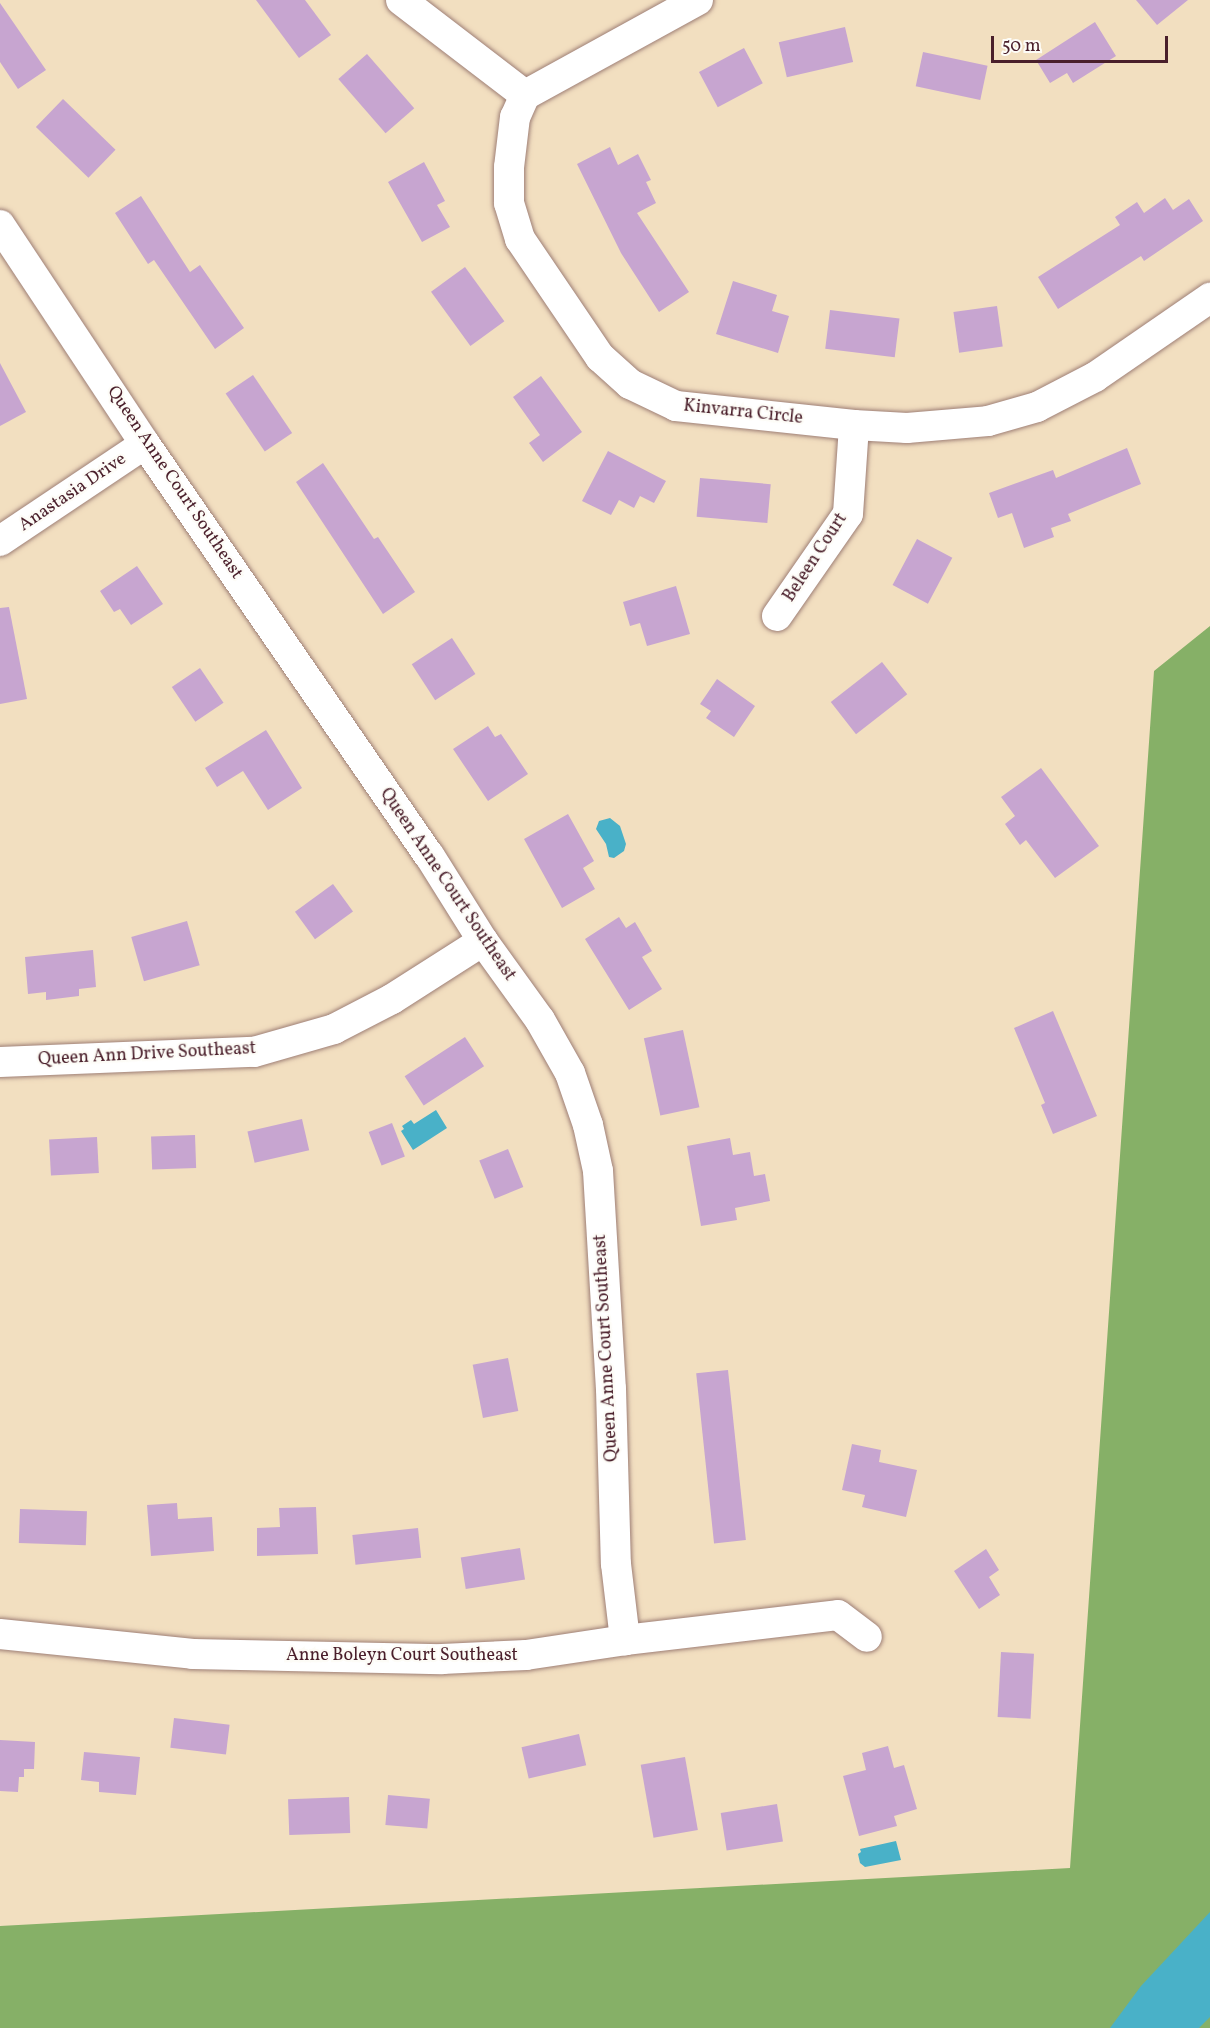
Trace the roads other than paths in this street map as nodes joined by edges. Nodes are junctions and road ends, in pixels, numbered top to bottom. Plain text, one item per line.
1 (401, 0) edge
2 (698, 0) edge
3 (525, 95) junction
4 (0, 225) edge
5 (1210, 297) edge
6 (854, 425) junction
7 (145, 444) junction
8 (0, 541) edge
9 (777, 616) dead end
10 (483, 942) junction
11 (0, 1062) edge
12 (0, 1634) edge
13 (867, 1637) dead end
14 (625, 1640) junction

1 - 3 street
2 - 3 street
3 - 6 street, Kinvarra Circle
4 - 7 street, Queen Anne Court Southeast
5 - 6 street, Kinvarra Circle
6 - 9 street, Beleen Court
7 - 8 street, Anastasia Drive
7 - 10 street, Queen Anne Court Southeast
10 - 11 street, Queen Ann Drive Southeast
10 - 14 street, Queen Anne Court Southeast
12 - 14 street, Anne Boleyn Court Southeast
13 - 14 street, Anne Boleyn Court Southeast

------------------------------------------------

Print each entry above exactly. The pictures should not be printed.

FINISHED TASK:
Trace the roads other than paths in this street map as nodes joined by edges. Nodes are junctions and road ends, in pixels, numbered top to bottom. Plain text, one item per line.
1 (401, 0) edge
2 (698, 0) edge
3 (525, 95) junction
4 (0, 225) edge
5 (1210, 297) edge
6 (854, 425) junction
7 (145, 444) junction
8 (0, 541) edge
9 (777, 616) dead end
10 (483, 942) junction
11 (0, 1062) edge
12 (0, 1634) edge
13 (867, 1637) dead end
14 (625, 1640) junction

1 - 3 street
2 - 3 street
3 - 6 street, Kinvarra Circle
4 - 7 street, Queen Anne Court Southeast
5 - 6 street, Kinvarra Circle
6 - 9 street, Beleen Court
7 - 8 street, Anastasia Drive
7 - 10 street, Queen Anne Court Southeast
10 - 11 street, Queen Ann Drive Southeast
10 - 14 street, Queen Anne Court Southeast
12 - 14 street, Anne Boleyn Court Southeast
13 - 14 street, Anne Boleyn Court Southeast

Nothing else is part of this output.